WORK ITEM
With the pictures left out, copy the listing below exactly.

DATASET EXTRACT
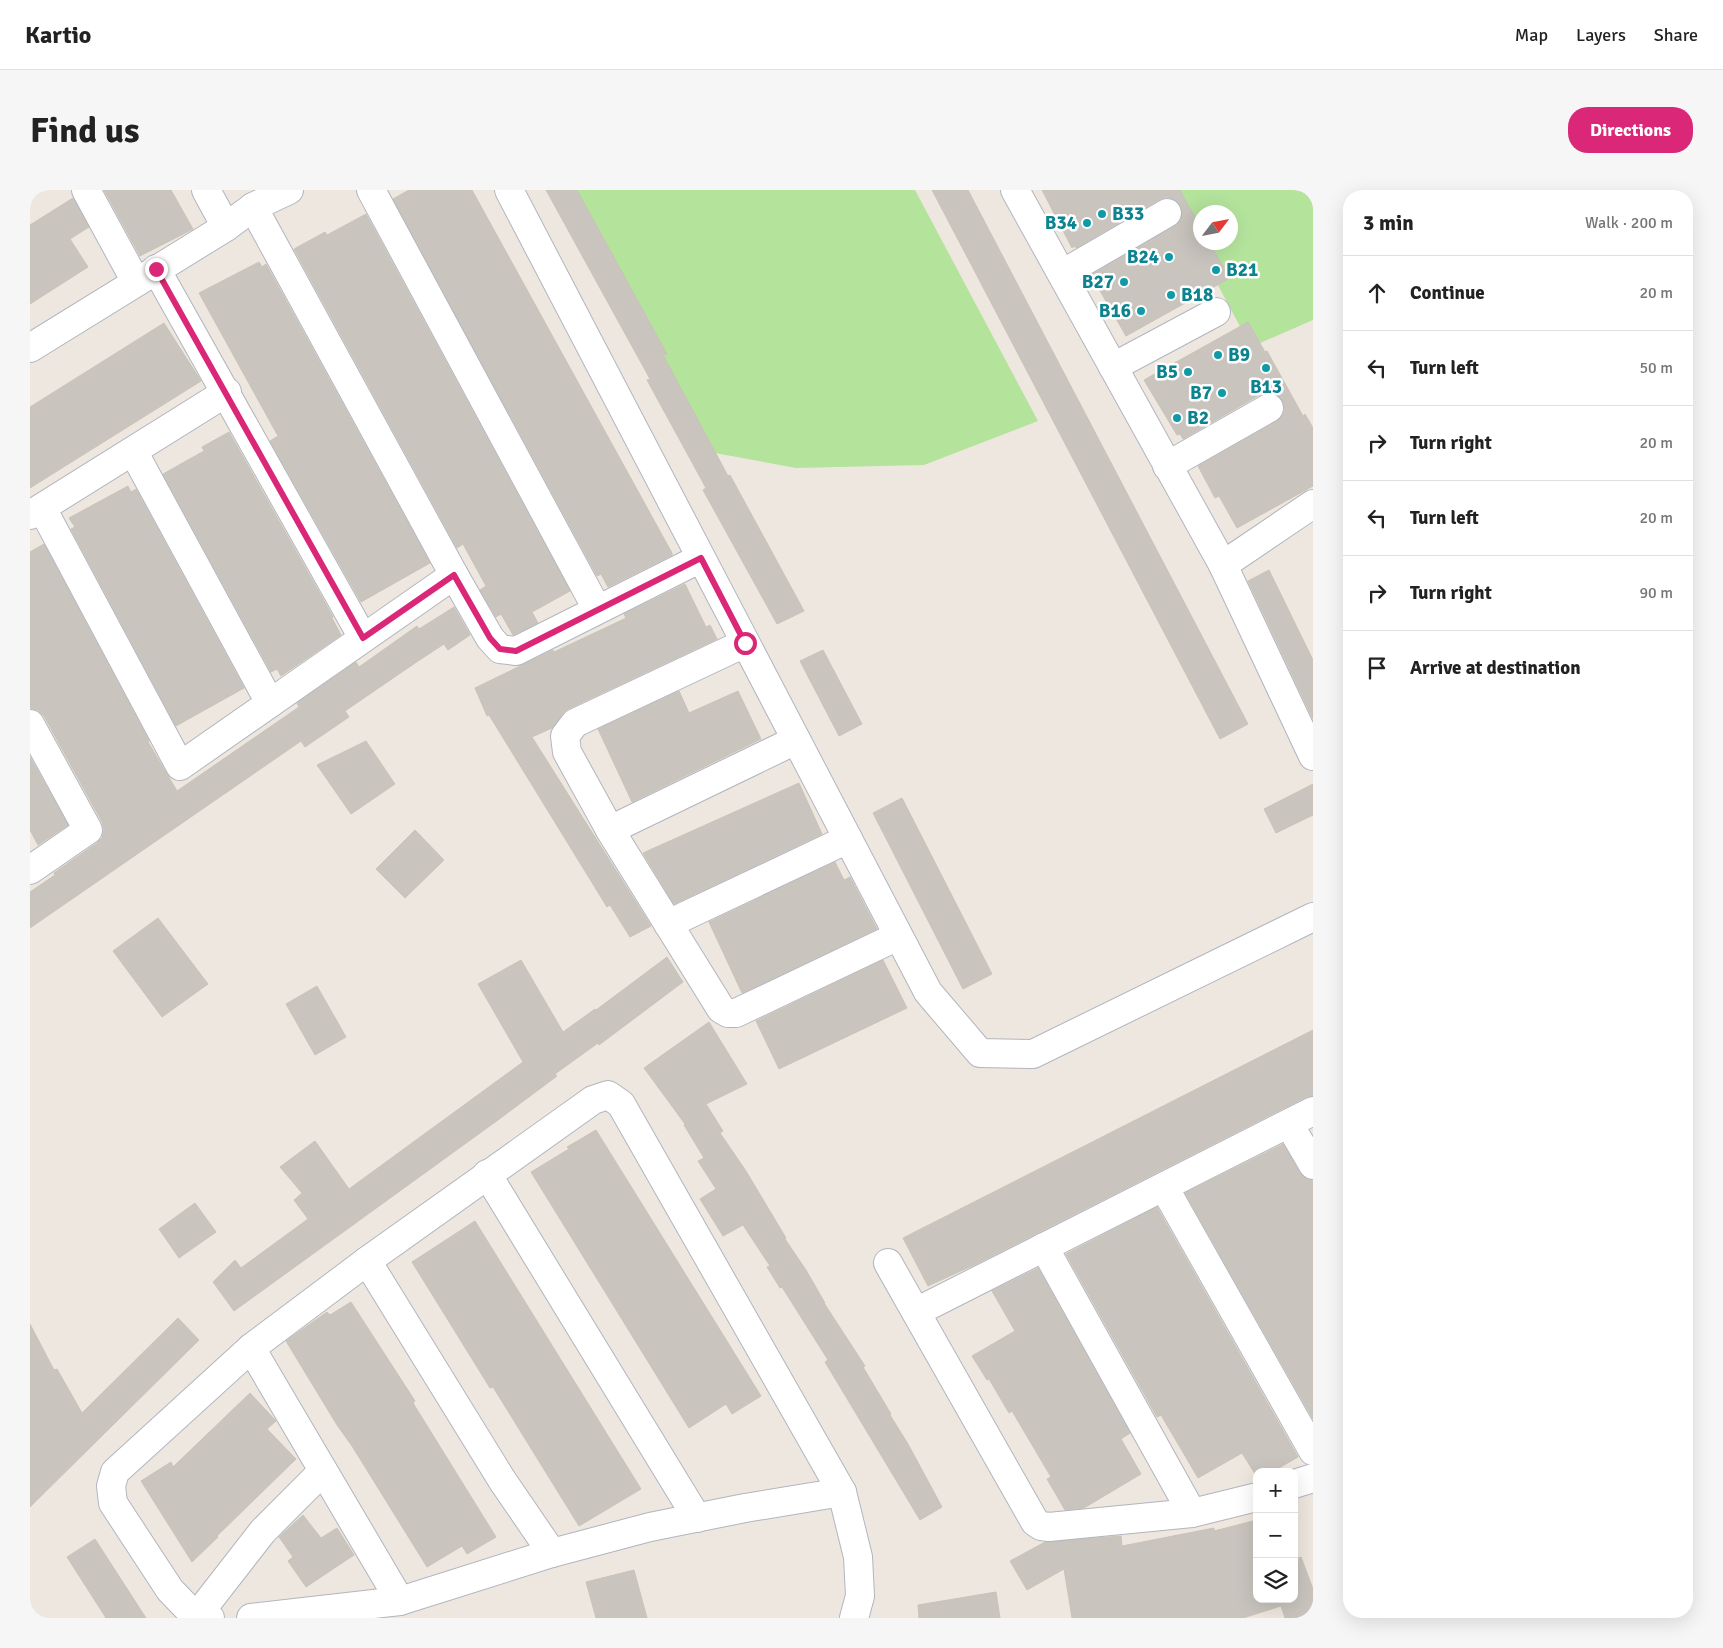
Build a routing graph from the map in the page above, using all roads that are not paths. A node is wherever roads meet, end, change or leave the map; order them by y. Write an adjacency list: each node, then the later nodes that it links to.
1 (86, 190): 11 (street)
2 (206, 190): 9 (street)
3 (290, 190): 7 (street)
4 (371, 190): 24 (street)
5 (510, 190): 21 (street)
6 (1015, 190): 10 (street)
7 (253, 207): 9 (street); 23 (street)
8 (1167, 213): 10 (street)
9 (226, 227): 11 (street)
10 (1062, 274): 14 (street)
11 (146, 275): 13 (street); 15 (street)
12 (1216, 312): 14 (street)
13 (30, 348)
14 (1112, 366): 18 (street)
15 (227, 392): 17 (street); 25 (street)
16 (1269, 408): 18 (street)
17 (133, 451): 20 (street); 27 (street)
18 (1167, 466): 22 (street)
19 (1313, 504): 22 (street)
20 (36, 512): 27 (street)
21 (701, 558): 24 (street); 26 (street)
22 (1223, 565): 30 (street)
23 (454, 575): 24 (street); 25 (street)
24 (597, 609)
25 (363, 638): 27 (street)
26 (745, 643): 29 (street); 31 (street)
27 (270, 703)
28 (30, 724): 33 (street)
29 (796, 740): 31 (street); 32 (street)
30 (1313, 756)
31 (610, 830): 35 (street)
32 (848, 839): 35 (street); 36 (street)
33 (30, 870)
34 (1313, 917): 36 (street)
35 (668, 924): 36 (street)
36 (898, 936)
37 (1313, 1111): 38 (street)
38 (1289, 1124): 39 (street); 41 (street)
39 (1313, 1165)
40 (487, 1174): 43 (street); 51 (street); 54 (street)
41 (1164, 1186): 42 (street); 47 (street)
42 (1044, 1247): 45 (street); 53 (street)
43 (367, 1261): 46 (street); 55 (street)
44 (888, 1263): 45 (street)
45 (916, 1312): 53 (street)
46 (251, 1348): 48 (street); 57 (street)
47 (1313, 1451)
48 (323, 1471): 56 (street); 57 (street)
49 (1313, 1478): 50 (street)
50 (1298, 1483)
51 (842, 1492): 54 (street); 59 (street)
52 (1253, 1498): 53 (street)
53 (1192, 1513)
54 (697, 1518): 55 (street)
55 (552, 1553): 56 (street)
56 (400, 1601): 58 (street)
57 (203, 1617)
58 (251, 1618)
59 (854, 1618)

FINISHED TASK
Build a routing graph from the map in the page above, using all roads that are not paths. A node is wherever roads meet, end, change or leave the map; order them by y. Write an adjacency list: each node, then the later nodes that it links to.
1 (86, 190): 11 (street)
2 (206, 190): 9 (street)
3 (290, 190): 7 (street)
4 (371, 190): 24 (street)
5 (510, 190): 21 (street)
6 (1015, 190): 10 (street)
7 (253, 207): 9 (street); 23 (street)
8 (1167, 213): 10 (street)
9 (226, 227): 11 (street)
10 (1062, 274): 14 (street)
11 (146, 275): 13 (street); 15 (street)
12 (1216, 312): 14 (street)
13 (30, 348)
14 (1112, 366): 18 (street)
15 (227, 392): 17 (street); 25 (street)
16 (1269, 408): 18 (street)
17 (133, 451): 20 (street); 27 (street)
18 (1167, 466): 22 (street)
19 (1313, 504): 22 (street)
20 (36, 512): 27 (street)
21 (701, 558): 24 (street); 26 (street)
22 (1223, 565): 30 (street)
23 (454, 575): 24 (street); 25 (street)
24 (597, 609)
25 (363, 638): 27 (street)
26 (745, 643): 29 (street); 31 (street)
27 (270, 703)
28 (30, 724): 33 (street)
29 (796, 740): 31 (street); 32 (street)
30 (1313, 756)
31 (610, 830): 35 (street)
32 (848, 839): 35 (street); 36 (street)
33 (30, 870)
34 (1313, 917): 36 (street)
35 (668, 924): 36 (street)
36 (898, 936)
37 (1313, 1111): 38 (street)
38 (1289, 1124): 39 (street); 41 (street)
39 (1313, 1165)
40 (487, 1174): 43 (street); 51 (street); 54 (street)
41 (1164, 1186): 42 (street); 47 (street)
42 (1044, 1247): 45 (street); 53 (street)
43 (367, 1261): 46 (street); 55 (street)
44 (888, 1263): 45 (street)
45 (916, 1312): 53 (street)
46 (251, 1348): 48 (street); 57 (street)
47 (1313, 1451)
48 (323, 1471): 56 (street); 57 (street)
49 (1313, 1478): 50 (street)
50 (1298, 1483)
51 (842, 1492): 54 (street); 59 (street)
52 (1253, 1498): 53 (street)
53 (1192, 1513)
54 (697, 1518): 55 (street)
55 (552, 1553): 56 (street)
56 (400, 1601): 58 (street)
57 (203, 1617)
58 (251, 1618)
59 (854, 1618)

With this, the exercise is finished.